Without question, the use of mobile technologies is transforming the workplace. Employees across all levels are demanding the ability to access corporate data and apps in meetings, at home, while traveling – irrespective of time or location.

Mobility isn’t restricted to the use of smartphones or tablets. As Linda Ban, C-Suite Program Director for the IBM Institute of Business Value shared at our recent CIO Executive Leadership Summit in Detroit, mobility is also “about converting processes and extending their capabilities onto different types of devices.” This requires the ability to understand what employees want from the mobile user experience and by optimizing business processes for mobile devices.

The pace in which mobile is invading the enterprise is creating both opportunities and challenges for CIOs and other organizational leaders. CIOs and administrators need to ensure that employees are following BYOD policies and procedures to help prevent sensitive customer and corporate data from falling into the wrong hands.

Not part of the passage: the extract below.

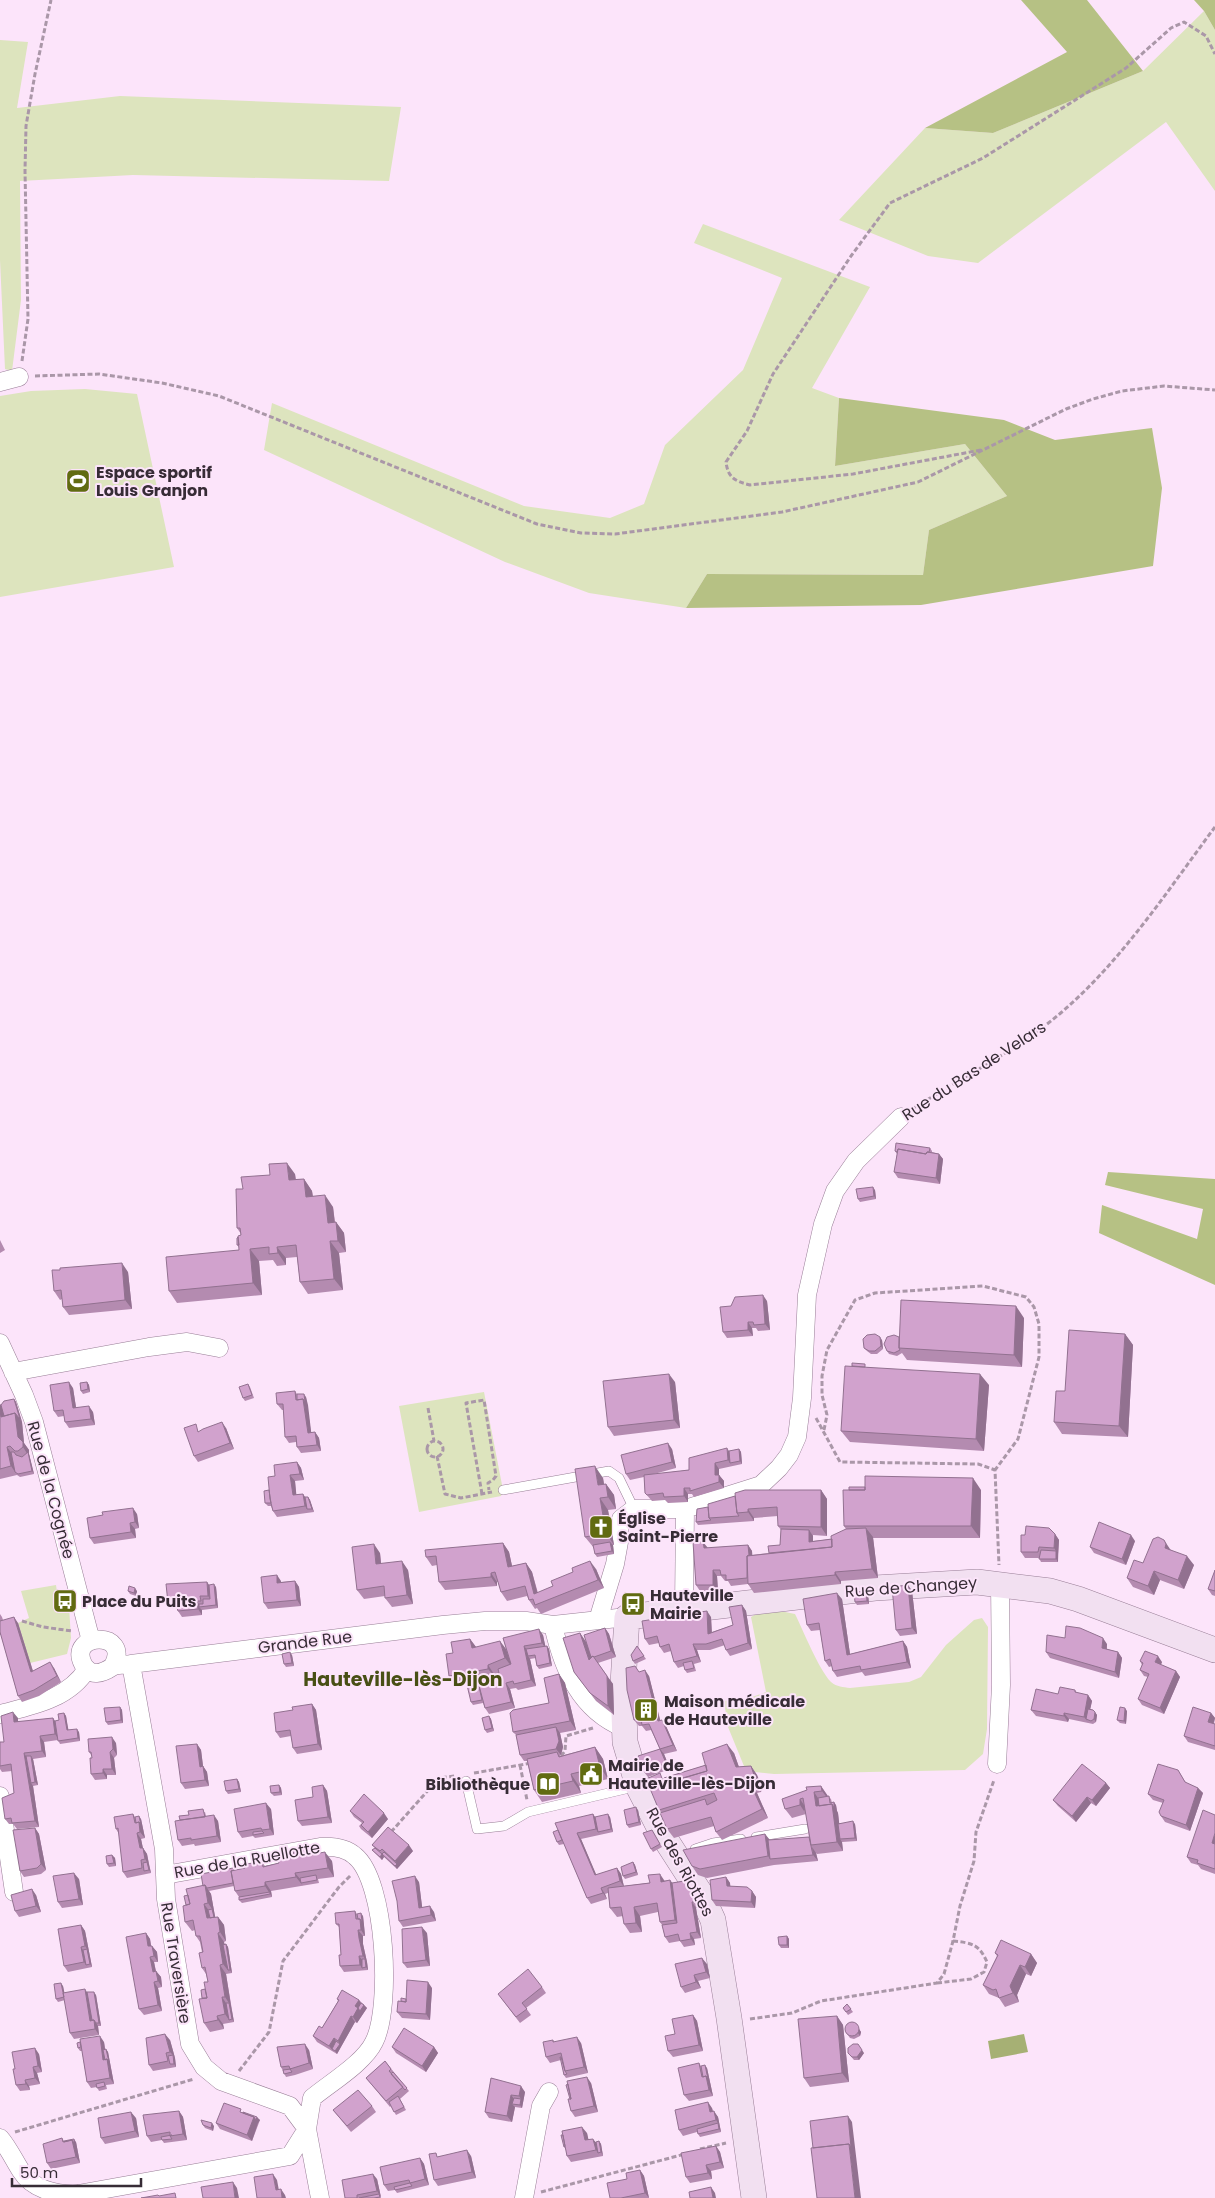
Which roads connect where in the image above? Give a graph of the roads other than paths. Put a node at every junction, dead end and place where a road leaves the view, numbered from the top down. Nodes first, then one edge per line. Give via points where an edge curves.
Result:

To help CIOs prepare effectively, we explore the top 5 enterprise mobility challenges facing CIOs along with recommendations for addressing them:

  1. Setting an enterprise mobility strategy. Thanks to the blistering pace of enterprise mobility, many CIOs and organizational leaders are having difficulty establishing effective strategies and policies. According to a study of 230 CIOs and business executives by TEKsystems, 40% of respondents say their organizations’ mobility strategy is weak. Starting points for heading down this path should include defining the business goals and outcomes that are sought; delivering seamless and engaging user experiences; creating an end-to-end security strategy; and enabling employees to access data housed in back-end systems.
  2. Enabling mobile-optimized data. The key to leveraging legacy and enterprise data using mobile devices is through the use of mobile-optimized APIs. Creating open APIs can make back-end data accessible in mobile apps while dramatically improving the cost to scale across a portfolio of apps. The use of mobile-optimized APIs can enable companies to extend and augment the use of legacy data which can be used to improve the user experience while driving higher rates of improved productivity.
  3. Securing sensitive data. Data breaches that hit brand-name companies generate a lot of attention. But companies of all sizes are increasingly vulnerable to cyber crime. According to a study by Ponemon Institute, the number of organizations that have confirmed data breaches within their organizations has risen from 33% in 2013 to 43% in 2014 while 60% of respondents have incurred at least one data breach in the past two years. Because of the inherent risks and points of vulnerability regarding the use of sensitive corporate data, a multi-layered security strategy is recommended. This includes the use of an enterprise mobility management (EMM) solution that protects both the device as well as the data and apps being used. Identifying and shielding points of vulnerability throughout the enterprise and incorporating understandable BYOD policies (see Tip #5) should be components of a well-designed mobile security strategy.
  4. Enabling rapid app development. There are numerous opportunities for creating mobile apps that can employees want to use (email, line of business apps, collaboration tools, enterprise file sync and share) which can also heighten organizational productivity. Because mobile apps require frequent updates and revisions across multiple operating platforms, short development cycles are mandatory. A growing number of organizations are using Agile software development techniques to address these requirements and respond quickly to users’ needs.
  5. Establishing effective BYOD. It’s critical for CIOs and influential business leaders to clearly communicate the importance for employees to adhere to the company’s BYOD policies to ensure app and data security. Unfortunately, many companies are behind the curve in this area. According to a study of 1,100 security professionals in the LinkedIn Information Security Community, half of organizations either don’t have a BYOD policy in place or they haven’t fully implemented a policy.  One approach for communicating BYOD policies effectively is by providing employees with real-world examples which illustrate the harm that can be caused by failing to follow corporate provisions. Because BYOD policy notification is a continuous exercise, requiring employees to read and agree to company policies before downloading or being trained on mobile apps can also be highly effective.